Published: 28 May 2012



In the Global postural re-education (GPR) evaluation, posture alterations are associated with anterior or posterior muscular chain impairments. Our goal was to assess the reliability of the GPR muscular chain evaluation.


Design: Inter-rater reliability study. Fifty physical therapists (PTs) and two experts trained in GPR assessed the standing posture from photographs of five youths with idiopathic scoliosis using a posture analysis grid with 23 posture indices (PI). The PTs and experts indicated the muscular chain associated with posture alterations. The PTs were also divided into three groups according to their experience in GPR. Experts’ results (after consensus) were used to verify agreement between PTs and experts for muscular chain and posture assessments. We used Kappa coefficients (K) and the percentage of agreement (%A) to assess inter-rater reliability and intra-class coefficients (ICC) for determining agreement between PTs and experts.

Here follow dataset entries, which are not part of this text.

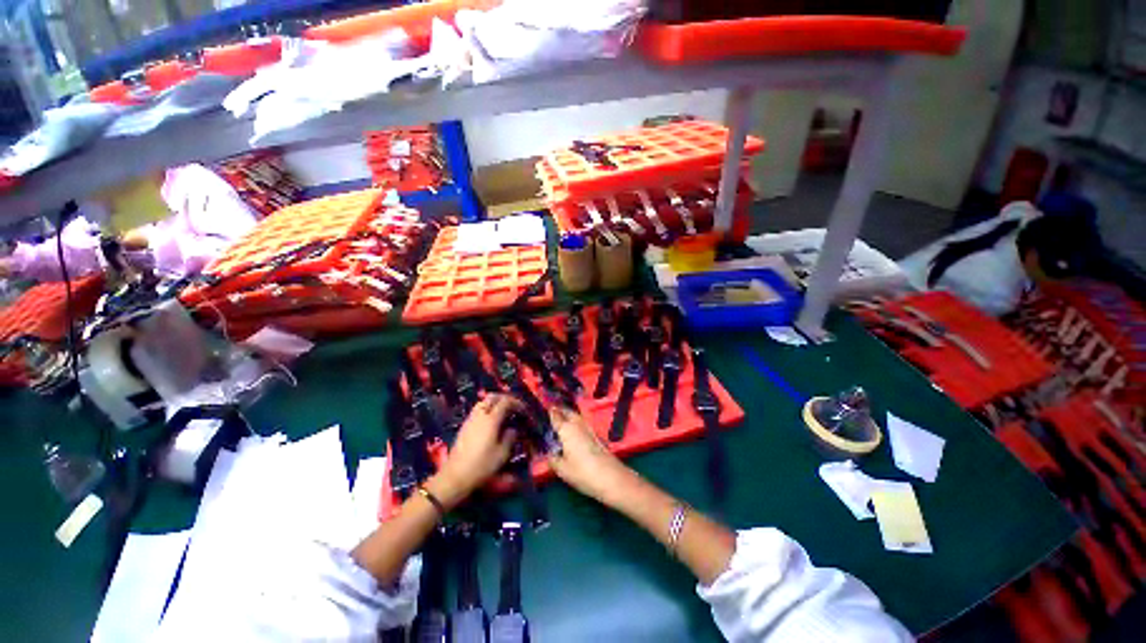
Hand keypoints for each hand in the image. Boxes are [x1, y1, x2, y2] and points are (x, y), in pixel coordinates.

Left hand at [430, 394, 522, 506]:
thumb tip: (512, 429)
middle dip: (504, 398)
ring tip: (503, 411)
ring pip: (483, 402)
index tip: (524, 410)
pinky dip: (487, 409)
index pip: (505, 402)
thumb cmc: (482, 465)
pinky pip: (477, 410)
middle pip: (492, 397)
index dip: (516, 403)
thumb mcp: (502, 454)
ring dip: (494, 402)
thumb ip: (510, 438)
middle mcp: (480, 415)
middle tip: (513, 406)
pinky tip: (491, 420)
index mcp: (491, 420)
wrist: (455, 476)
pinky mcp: (464, 426)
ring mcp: (470, 419)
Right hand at [547, 406, 634, 506]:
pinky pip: (582, 425)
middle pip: (568, 412)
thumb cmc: (583, 473)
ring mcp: (589, 429)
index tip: (544, 408)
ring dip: (569, 416)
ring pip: (576, 417)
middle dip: (560, 410)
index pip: (555, 416)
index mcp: (567, 429)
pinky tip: (573, 434)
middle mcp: (578, 424)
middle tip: (553, 413)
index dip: (550, 411)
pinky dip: (576, 425)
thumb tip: (550, 454)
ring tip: (561, 423)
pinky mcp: (596, 436)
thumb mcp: (562, 470)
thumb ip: (553, 459)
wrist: (611, 477)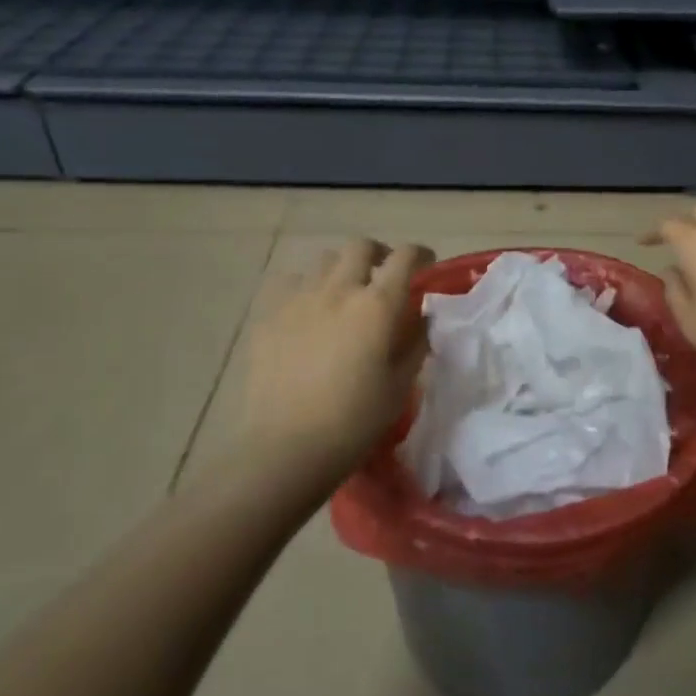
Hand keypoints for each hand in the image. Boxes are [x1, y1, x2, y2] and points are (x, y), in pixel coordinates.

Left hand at [237, 239, 434, 488]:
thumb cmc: (353, 422)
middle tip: (384, 274)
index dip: (420, 255)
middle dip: (379, 253)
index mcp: (377, 306)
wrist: (285, 448)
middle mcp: (339, 290)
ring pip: (324, 260)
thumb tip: (420, 318)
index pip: (405, 258)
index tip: (426, 265)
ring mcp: (299, 299)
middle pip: (361, 246)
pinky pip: (290, 282)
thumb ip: (415, 343)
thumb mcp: (399, 385)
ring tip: (345, 292)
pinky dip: (306, 286)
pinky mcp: (269, 316)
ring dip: (342, 268)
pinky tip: (308, 310)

For the muscular chain evaluation, reliability was moderate to substantial for 12 PI for the PTs (%A: 56 to 82; K: 0.42 to 0.76) and perfect for 19 PI for the experts. For posture assessment, reliability was moderate to substantial for 12 PI for the PTs (%A > 60%; K: 0.42 to 0.75) and moderate to perfect for 18 PI for the experts (%A: 80 to 100; K: 0.55 to 1.00). The agreement between PTs and experts was good for most muscular chain evaluations (18 PI; ICC: 0.82 to 0.99) and PI (19 PI; ICC: 0.78 to 1.00).


The GPR muscular chain evaluation has good reliability for most posture indices. GPR evaluation should help guide physical therapists in targeting affected muscles for treatment of abnormal posture patterns.